As media, we are always offered the top-of-the-range model derivatives to drive. The manufacturers want to showcase all their new technology and features on offer and I get it.

But in a rather refreshing U-turn, The Citizen Motoring can proudly announce that we have been given a very basic spec Ford Ranger XL 4×2 Double Cab to live with for the next three months. Bakkies have become very expensive and it is guaranteed that there will be lots of action at the lower end of the price list.

Will we be able to survive without a Wildtrak sticker? Or a 3.0-litre V6 turbodiesel engine mated to a state of the art 10-speed gearbox?

How will we cope when the doors don’t unlock when we approach our Ranger XL? Have we forgotten how to put a key in the ignition to start a vehicle?

I have actually almost forgotten how to do that to be honest, but I am sure I will figure it all out again.

Ford Ranger XL spec not so basic

Basic spec in Ford Ranger talk is anything but basic and our Ranger XL still offers the likes of a large 10.1-inch large touchscreen in the centre stack.

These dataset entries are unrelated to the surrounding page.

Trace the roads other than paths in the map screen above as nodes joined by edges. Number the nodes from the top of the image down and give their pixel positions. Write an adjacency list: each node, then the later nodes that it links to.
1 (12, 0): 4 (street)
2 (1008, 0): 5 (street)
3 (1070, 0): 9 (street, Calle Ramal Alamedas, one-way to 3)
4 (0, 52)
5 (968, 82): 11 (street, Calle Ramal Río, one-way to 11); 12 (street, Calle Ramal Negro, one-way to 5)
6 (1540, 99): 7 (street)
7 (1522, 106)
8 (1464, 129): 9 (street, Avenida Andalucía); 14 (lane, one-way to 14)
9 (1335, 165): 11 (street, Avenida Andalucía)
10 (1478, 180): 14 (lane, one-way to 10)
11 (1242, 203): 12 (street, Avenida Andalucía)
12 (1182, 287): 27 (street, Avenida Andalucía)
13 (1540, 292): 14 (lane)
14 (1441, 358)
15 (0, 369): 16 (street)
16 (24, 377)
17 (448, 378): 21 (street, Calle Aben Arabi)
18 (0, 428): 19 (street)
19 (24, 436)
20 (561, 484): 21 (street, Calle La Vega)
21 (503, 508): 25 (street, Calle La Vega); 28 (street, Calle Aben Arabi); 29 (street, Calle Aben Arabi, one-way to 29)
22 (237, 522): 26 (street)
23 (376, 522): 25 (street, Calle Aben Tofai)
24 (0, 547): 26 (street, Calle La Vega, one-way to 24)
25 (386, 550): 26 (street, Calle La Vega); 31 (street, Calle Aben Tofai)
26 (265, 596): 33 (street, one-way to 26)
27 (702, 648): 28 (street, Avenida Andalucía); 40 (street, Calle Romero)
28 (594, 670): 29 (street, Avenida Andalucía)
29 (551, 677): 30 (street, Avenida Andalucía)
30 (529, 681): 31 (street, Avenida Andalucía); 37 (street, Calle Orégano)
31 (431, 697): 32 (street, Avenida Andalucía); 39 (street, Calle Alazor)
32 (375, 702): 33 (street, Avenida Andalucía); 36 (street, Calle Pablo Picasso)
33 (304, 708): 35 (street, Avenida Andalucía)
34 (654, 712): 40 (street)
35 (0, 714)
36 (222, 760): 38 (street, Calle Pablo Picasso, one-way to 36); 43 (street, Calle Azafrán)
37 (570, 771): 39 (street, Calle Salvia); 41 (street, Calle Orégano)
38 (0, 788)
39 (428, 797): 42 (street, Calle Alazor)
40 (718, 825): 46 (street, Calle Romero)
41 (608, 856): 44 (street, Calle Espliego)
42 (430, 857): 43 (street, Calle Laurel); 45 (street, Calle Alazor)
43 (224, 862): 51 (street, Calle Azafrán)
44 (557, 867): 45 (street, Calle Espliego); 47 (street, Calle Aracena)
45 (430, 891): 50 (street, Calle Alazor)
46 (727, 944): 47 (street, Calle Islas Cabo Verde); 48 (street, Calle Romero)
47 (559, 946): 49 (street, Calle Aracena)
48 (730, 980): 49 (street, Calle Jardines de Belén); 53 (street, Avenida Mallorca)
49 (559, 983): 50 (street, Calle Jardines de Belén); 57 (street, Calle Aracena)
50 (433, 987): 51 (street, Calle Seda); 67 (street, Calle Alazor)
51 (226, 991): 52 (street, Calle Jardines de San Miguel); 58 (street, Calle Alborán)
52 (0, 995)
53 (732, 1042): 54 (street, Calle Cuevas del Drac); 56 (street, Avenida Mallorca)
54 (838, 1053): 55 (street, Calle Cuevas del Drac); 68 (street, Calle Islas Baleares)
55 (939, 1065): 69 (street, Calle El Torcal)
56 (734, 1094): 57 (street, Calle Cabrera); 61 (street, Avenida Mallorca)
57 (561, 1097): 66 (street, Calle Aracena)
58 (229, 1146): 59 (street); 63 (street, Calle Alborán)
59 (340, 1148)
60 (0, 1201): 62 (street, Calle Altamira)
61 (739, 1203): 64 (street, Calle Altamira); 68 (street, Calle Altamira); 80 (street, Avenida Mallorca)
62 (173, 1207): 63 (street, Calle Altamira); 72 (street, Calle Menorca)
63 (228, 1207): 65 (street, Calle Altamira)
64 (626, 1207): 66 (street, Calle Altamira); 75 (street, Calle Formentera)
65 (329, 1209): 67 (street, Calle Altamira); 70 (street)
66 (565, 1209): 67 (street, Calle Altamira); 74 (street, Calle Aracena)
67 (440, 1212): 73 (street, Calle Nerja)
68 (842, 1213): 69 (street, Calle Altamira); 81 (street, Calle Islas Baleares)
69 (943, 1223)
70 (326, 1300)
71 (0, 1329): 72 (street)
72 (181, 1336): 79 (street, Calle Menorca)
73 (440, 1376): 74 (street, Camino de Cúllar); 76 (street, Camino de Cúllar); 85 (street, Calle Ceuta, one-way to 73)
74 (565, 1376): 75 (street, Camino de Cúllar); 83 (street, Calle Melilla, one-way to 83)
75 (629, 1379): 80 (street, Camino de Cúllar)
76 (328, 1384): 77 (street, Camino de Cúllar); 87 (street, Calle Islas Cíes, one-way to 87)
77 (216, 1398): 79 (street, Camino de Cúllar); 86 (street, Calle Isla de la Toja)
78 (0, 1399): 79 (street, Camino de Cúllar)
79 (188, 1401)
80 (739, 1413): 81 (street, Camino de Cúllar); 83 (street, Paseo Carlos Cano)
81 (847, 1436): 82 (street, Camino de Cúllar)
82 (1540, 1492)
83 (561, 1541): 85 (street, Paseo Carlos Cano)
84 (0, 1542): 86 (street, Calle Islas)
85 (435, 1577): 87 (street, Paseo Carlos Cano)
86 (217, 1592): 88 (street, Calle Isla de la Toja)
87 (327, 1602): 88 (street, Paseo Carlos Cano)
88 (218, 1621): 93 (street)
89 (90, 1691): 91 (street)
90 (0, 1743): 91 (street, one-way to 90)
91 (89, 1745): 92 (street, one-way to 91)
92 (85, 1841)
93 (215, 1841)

It also has a fully digital instrument panel featuring Ford’s latest SYNC 4A system. This comes ready with its voice-activated communications, entertainment, and information systems.

Ford Ranger XL
We plan to put the Ford Ranger’s towbar to good use. Picture: Mark Jones

There is an embedded factory-fitted modem which allows connectivity on the go when linked with the FordPass App.

This is a cool to have app enabling remote start, vehicle status check and health alerts. Plus the digital owner’s manual and remote lock and unlock functions via your cell phone.

On the outside you have that new “Ford Truck” look that has won over many bakkie fans. This new Ranger has also grown in length and width by 50 mm. It feels big, and it is.

ALSO READ: New Ford Ranger gives Toyota Hilux workhorses food for thought

For the off-road guys, which I am not, the front wheels have been moved forward by 50 mm for a better approach angle and outboard for better off-road articulation, both of which improve the off-roading experience it is said.

I am betting the same improved feeling will apply to the on-road experience. I plan to test this aspect of our Ford Ranger XL in a bit more detail.

It will include some heavy duty towing, but for now, I am still running on my first tank of diesel. So far, all I have managed to do is lug my mountain bike to the local park for an out ride with mates.

Ford Ranger XL
Don’t underestimate the single turbo just because the badge is blank. Picture: Mark Jones

Plenty of oomph

On paper the new 2.0-litre single turbodiesel engine mated to a six-speed auto box makes only a little more power (from 118 kW to 125 kW) and torque (from 385 Nm to 405 Nm) compared to the previous generation 2.2-litre model.

But I can confidently say that this is one aspect of our Ranger XL that is not in debate. When we ran the more upmarket XLT with this same 2.0-litre single turbo engine at Gerotek earlier this year, we were blown away by the numbers.

The Ford Ranger XL 4×2 Double Cab AT comes in at R563 500. Included is a standard four-year/120 000 km warranty, four-year/unlimited distance Roadside Assistance and five-year/unlimited distance corrosion warranty.

What is not included are the service or maintenance plans. Here you have the option of purchasing service or maintenance plans up to eight years or 165 000 km. The warranty can be extended up to seven-years or 200 000 km.